### [Your objective]
Search the entries for the word "thumb" and return every line where it is found.

### [Records for processing]
# # #
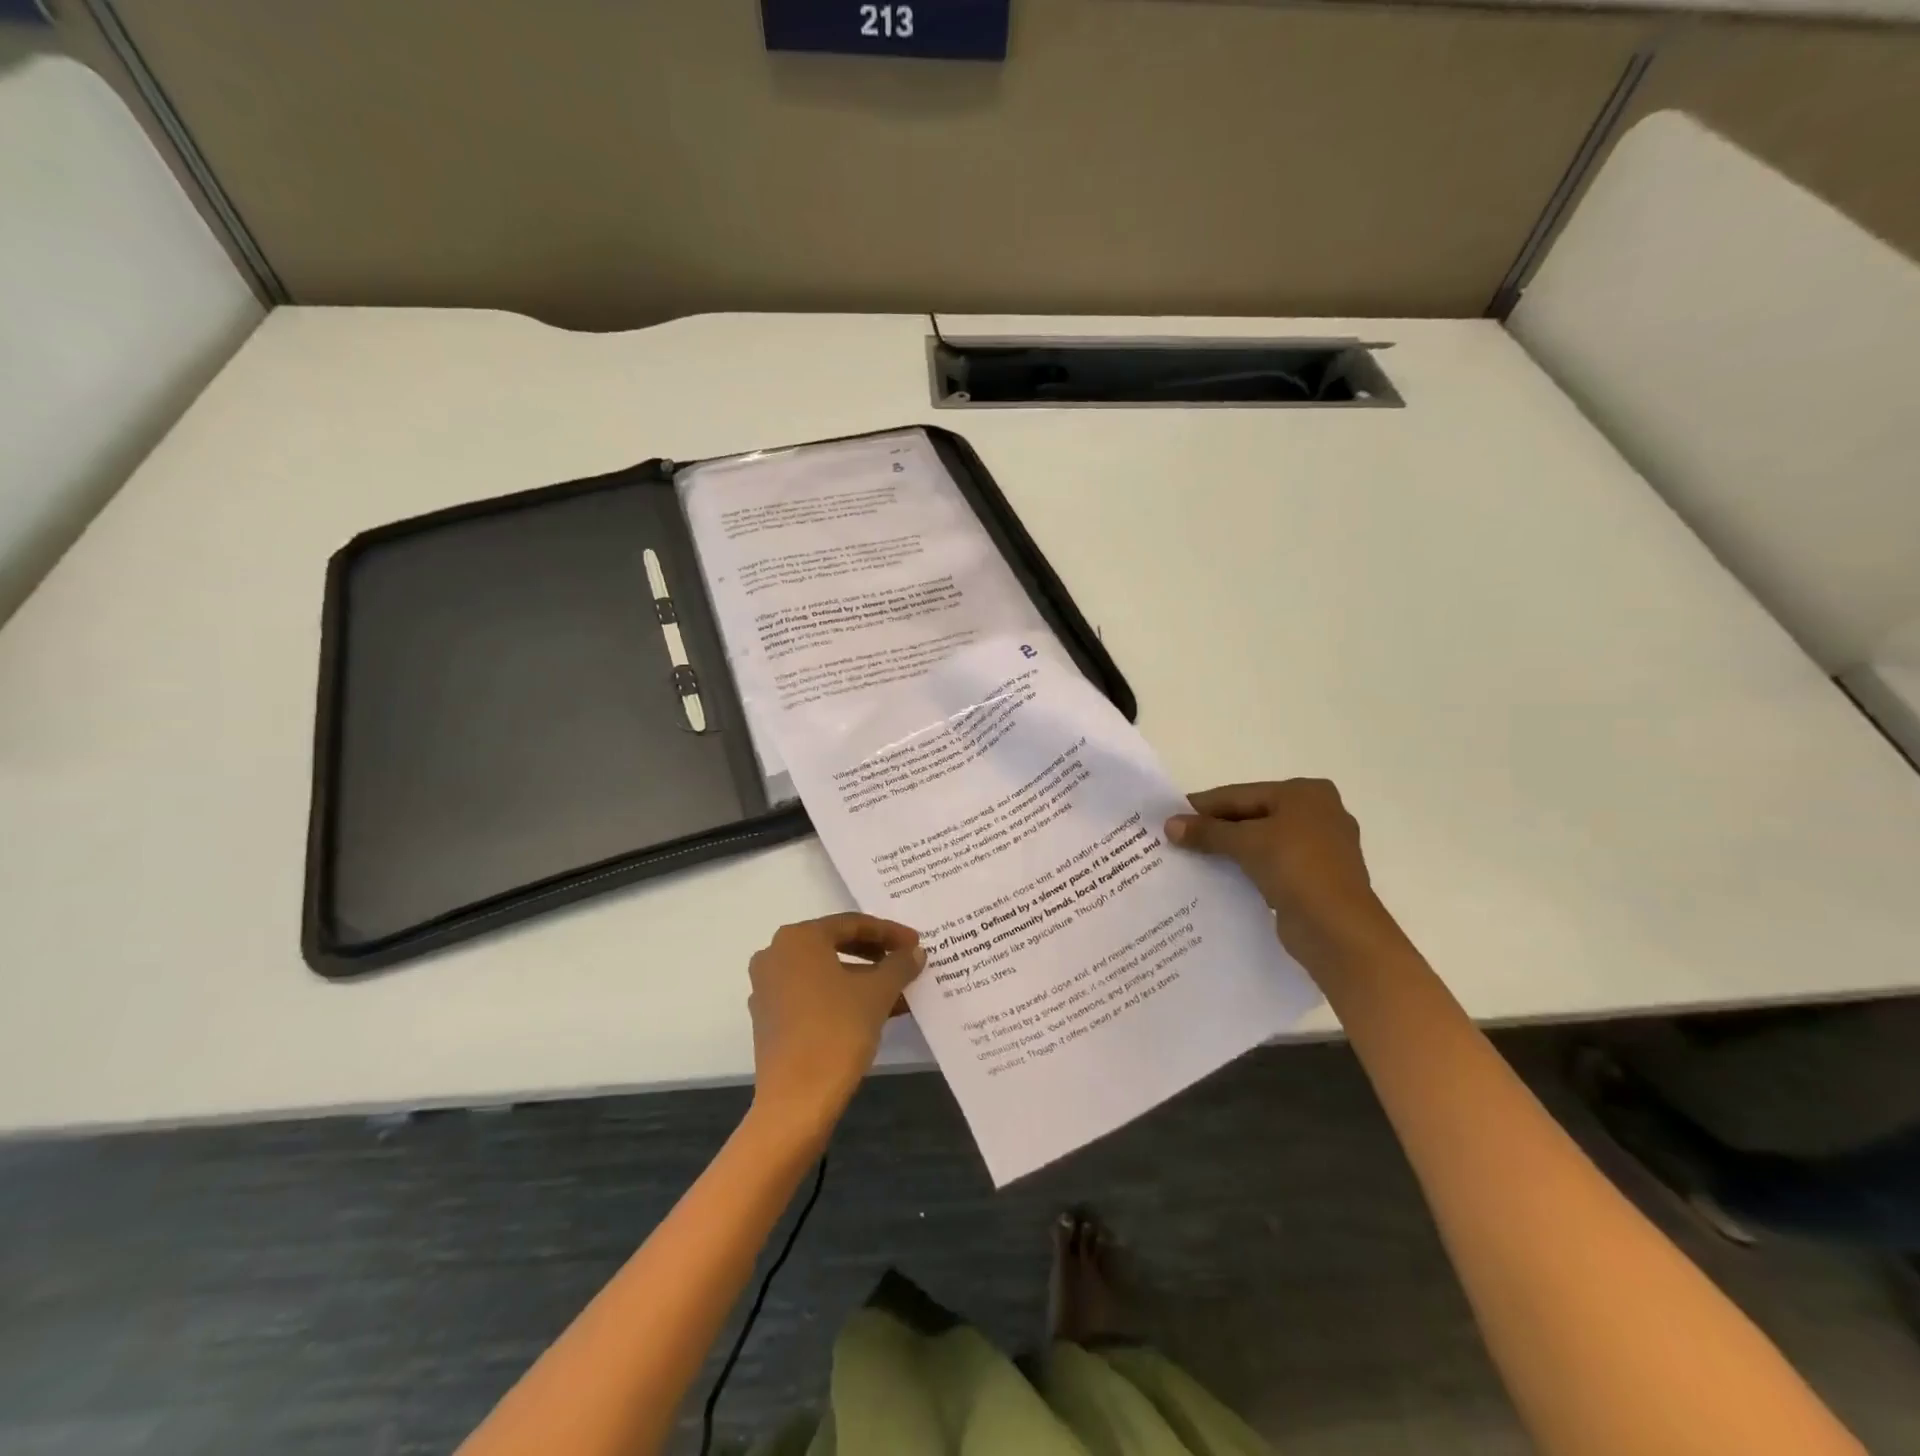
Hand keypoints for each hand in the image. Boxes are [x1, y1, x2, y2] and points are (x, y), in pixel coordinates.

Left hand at [746, 914, 924, 1138]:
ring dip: (862, 978)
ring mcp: (768, 987)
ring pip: (825, 971)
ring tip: (898, 991)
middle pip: (835, 944)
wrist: (797, 1099)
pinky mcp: (769, 1018)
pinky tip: (874, 1011)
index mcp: (798, 938)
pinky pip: (812, 994)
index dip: (889, 932)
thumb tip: (915, 951)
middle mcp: (776, 954)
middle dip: (875, 954)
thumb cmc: (837, 1030)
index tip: (916, 943)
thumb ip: (899, 964)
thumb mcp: (878, 992)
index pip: (852, 924)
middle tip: (906, 961)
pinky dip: (842, 996)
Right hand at [1165, 779, 1401, 975]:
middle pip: (1252, 816)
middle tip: (1176, 837)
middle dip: (1215, 829)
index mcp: (1305, 793)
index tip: (1169, 815)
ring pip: (1261, 841)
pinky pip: (1271, 864)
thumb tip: (1169, 825)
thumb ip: (1207, 831)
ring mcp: (1320, 848)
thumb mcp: (1246, 842)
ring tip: (1190, 857)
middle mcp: (1318, 814)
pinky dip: (1247, 868)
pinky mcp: (1316, 878)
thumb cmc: (1296, 868)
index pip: (1241, 795)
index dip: (1203, 806)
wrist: (1338, 929)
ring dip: (1229, 850)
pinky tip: (1219, 876)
# # #
### [Output of the exercise]
thumb tip: (915, 951)
thumb cmc: (837, 1030)
thumb ip: (899, 964)
thumb mcp: (878, 992)
thumb tip: (1169, 825)
thumb ip: (1207, 831)
thumb mcp: (1246, 842)
thumb cmc: (1296, 868)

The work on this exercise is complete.